Miles from nowhere, Marfa, Texas, was barely a speck on the map when the artist Donald Judd first rented a house there in 1971. A three hour drive from the nearest airport, it sits at the intersection of US 90 and 67 on a great highland plain, at an altitude of almost 5000 feet. This post focuses on everything not Judd and/or Chinati related, which will be covered in the next installment. When you schedule your visit, be sure to allow time to wander around the streets of Marfa and soak up the atmosphere.
Fun Fact: the town’s name comes from a character in Fyoder Dostoyevsky’s The Brothers Karamazov.
Marfa’s evolution from railroad water-stop to modern art mecca began in the mid-1980s when the Chinati Foundation opened to the public. More recently, a new generation of artists and entrepreneurs has brought renewed interest and development. That being said, the town retains a mid-20th century charm and almost every destination can be reached on foot or bicycle. Hotel options include Hotel Paisano, built in 1930 and true to that era, or the newly opened Hotel St. George. A word to the wise: if you stay at the latter (where we stayed and we loved it), request a room away from the railroad tracks!
Start the day with breakfast at Do Your Thing or Tumbleweed Laundry – a café and laundromat. Thus fortified, you can head in any direction and come upon unique shops, art galleries or just funky photo ops.
One of my favorites shops is Cast+ Crew (above) with its eclectic collection of mid-century furniture and 21st century design.
Literally around the corner, Cobra Rock Boot Company is a must-see, even if you can’t or won’t buy their exquisite hand-made boots.
Meanwhile, in addition to the bold-name art installations, there are several more intimate galleries right in the middle of town.

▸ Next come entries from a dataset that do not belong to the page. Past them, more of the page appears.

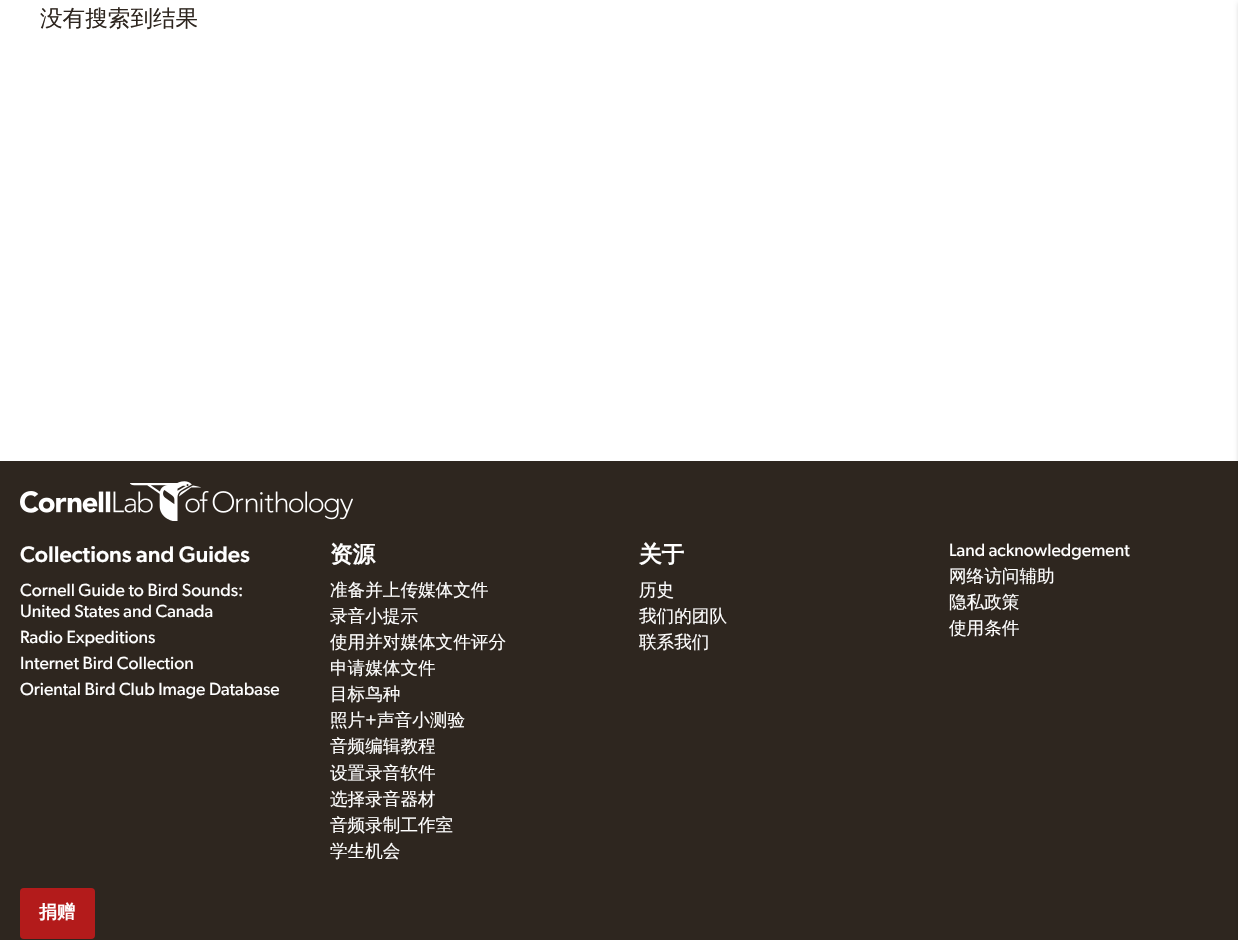 void draw(SkCanvas* canvas) {
	SkPaint paint;
	paint.setAntiAlias(true);
	canvas->clear(0xffffffff);
	SkFont f1(fontMgr->matchFamilyStyle("WenQuanYi Zen Hei", SkFontStyle(500, SkFontStyle::kNormal_Width, SkFontStyle::kUpright_Slant)), 22.6);
	f1.setSubpixel(true);
	paint.setColor(0xff2e261f);
	canvas->drawString("没有搜索到结果", 40, 26, f1, paint);
	canvas->drawRect(SkRect::MakeXYWH(0, 461, 1238, 479), paint);
	paint.setColor(0x33000000);
	paint.setMaskFilter(SkMaskFilter::MakeBlur(kNormal_SkBlurStyle, 2.5));
	canvas->drawRect(SkRect::MakeXYWH(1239, 3, 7, 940), paint);
	paint.setMaskFilter(nullptr);
	canvas->drawImageRect(SkImages::DeferredFromEncodedData(SkData::MakeFromFileName("img1.png")), SkRect::MakeXYWH(20, 481, 333, 40), SkSamplingOptions());
	SkFont f2(fontMgr->matchFamilyStyle("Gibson", SkFontStyle(500, SkFontStyle::kNormal_Width, SkFontStyle::kUpright_Slant)), 22.6);
	f2.setSubpixel(true);
	paint.setColor(0xffffffff);
	canvas->drawString("Collections and Guides", 20, 562, f2, paint);
	SkFont f3(fontMgr->matchFamilyStyle("Gibson", SkFontStyle::Normal()), 17.6);
	f3.setSubpixel(true);
	canvas->drawString("Cornell Guide to Bird Sounds:", 20, 596, f3, paint);
	canvas->drawString("United States and Canada", 20, 617, f3, paint);
	canvas->drawString("Radio Expeditions", 20, 643, f3, paint);
	canvas->drawString("Internet Bird Collection", 20, 669, f3, paint);
	canvas->drawString("Oriental Bird Club Image Database", 20, 695, f3, paint);
	SkFont f4(fontMgr->matchFamilyStyle("WenQuanYi Zen Hei", SkFontStyle::Bold()), 22.6);
	f4.setSubpixel(true);
	canvas->drawString("资源", 330, 562, f4, paint);
	SkFont f5(fontMgr->matchFamilyStyle("WenQuanYi Zen Hei", SkFontStyle(500, SkFontStyle::kNormal_Width, SkFontStyle::kUpright_Slant)), 17.6);
	f5.setSubpixel(true);
	canvas->drawString("准备并上传媒体文件", 330, 596, f5, paint);
	canvas->drawString("录音小提示", 330, 622, f5, paint);
	canvas->drawString("使用并对媒体文件评分", 330, 648, f5, paint);
	canvas->drawString("申请媒体文件", 330, 674, f5, paint);
	canvas->drawString("目标鸟种", 330, 700, f5, paint);
	canvas->drawString("照片", 330, 726, f5, paint);
	canvas->drawString("+", 365, 726, f3, paint);
	canvas->drawString("声音小测验", 377, 726, f5, paint);
	canvas->drawString("音频编辑教程", 330, 752, f5, paint);
	canvas->drawString("设置录音软件", 330, 779, f5, paint);
	canvas->drawString("选择录音器材", 330, 805, f5, paint);
	canvas->drawString("音频录制工作室", 330, 831, f5, paint);
	canvas->drawString("学生机会", 330, 857, f5, paint);
	canvas->drawString("关于", 639, 562, f4, paint);
	canvas->drawString("历史", 639, 596, f5, paint);
	canvas->drawString("我们的团队", 639, 622, f5, paint);
	canvas->drawString("联系我们", 639, 648, f5, paint);
	canvas->drawString("Land acknowledgement", 949, 556, f3, paint);
	canvas->drawString("网络访问辅助", 949, 582, f5, paint);
	canvas->drawString("隐私政策", 949, 608, f5, paint);
	canvas->drawString("使用条件", 949, 634, f5, paint);
	paint.setColor(0xffb31b1b);
	canvas->drawRoundRect(SkRect::MakeXYWH(20, 888, 75, 51), 4, 4, paint);
	SkFont f6(fontMgr->matchFamilyStyle("WenQuanYi Zen Hei", SkFontStyle::Bold()), 18);
	f6.setSubpixel(true);
	paint.setColor(0xffffffff);
	canvas->drawString("捐赠", 39, 918, f6, paint);
}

Marfa Contemporary is housed in a former gas station. The collective offers rotating exhibits, classes for adults and children free of charge, and artists-in-residence programs. Ballroom Marfa has a terrific exhibition program and they are responsible for Prada Marfa, actually located in Valentine. This may be one of the most photographed spots in West Texas.I spent hours in the Marfa Book Company (inside the Hotel St. George) They have great art and art-related books as well as a terrific selection of lithographs, monoprints, and ceramics by local artists.I could have eaten lunch every day (except Monday or Tuesday when they are closed) at Food Shark and they now serve dinner behind the truck at FoodSharkLand. My husband was enamored of the vintage cars that formed a wall/art installation out front. We had excellent meals at Stellina and Cochineal. Make your reservations well ahead for dinner as these two restaurants are in tremendous demand.
Lastly, ride a bike (Marfa has a bike share program) or drive around the outskirts of town to take in the fabulous landscape, if possible in the early morning or late afternoon. It will be one of the highlights of your trip.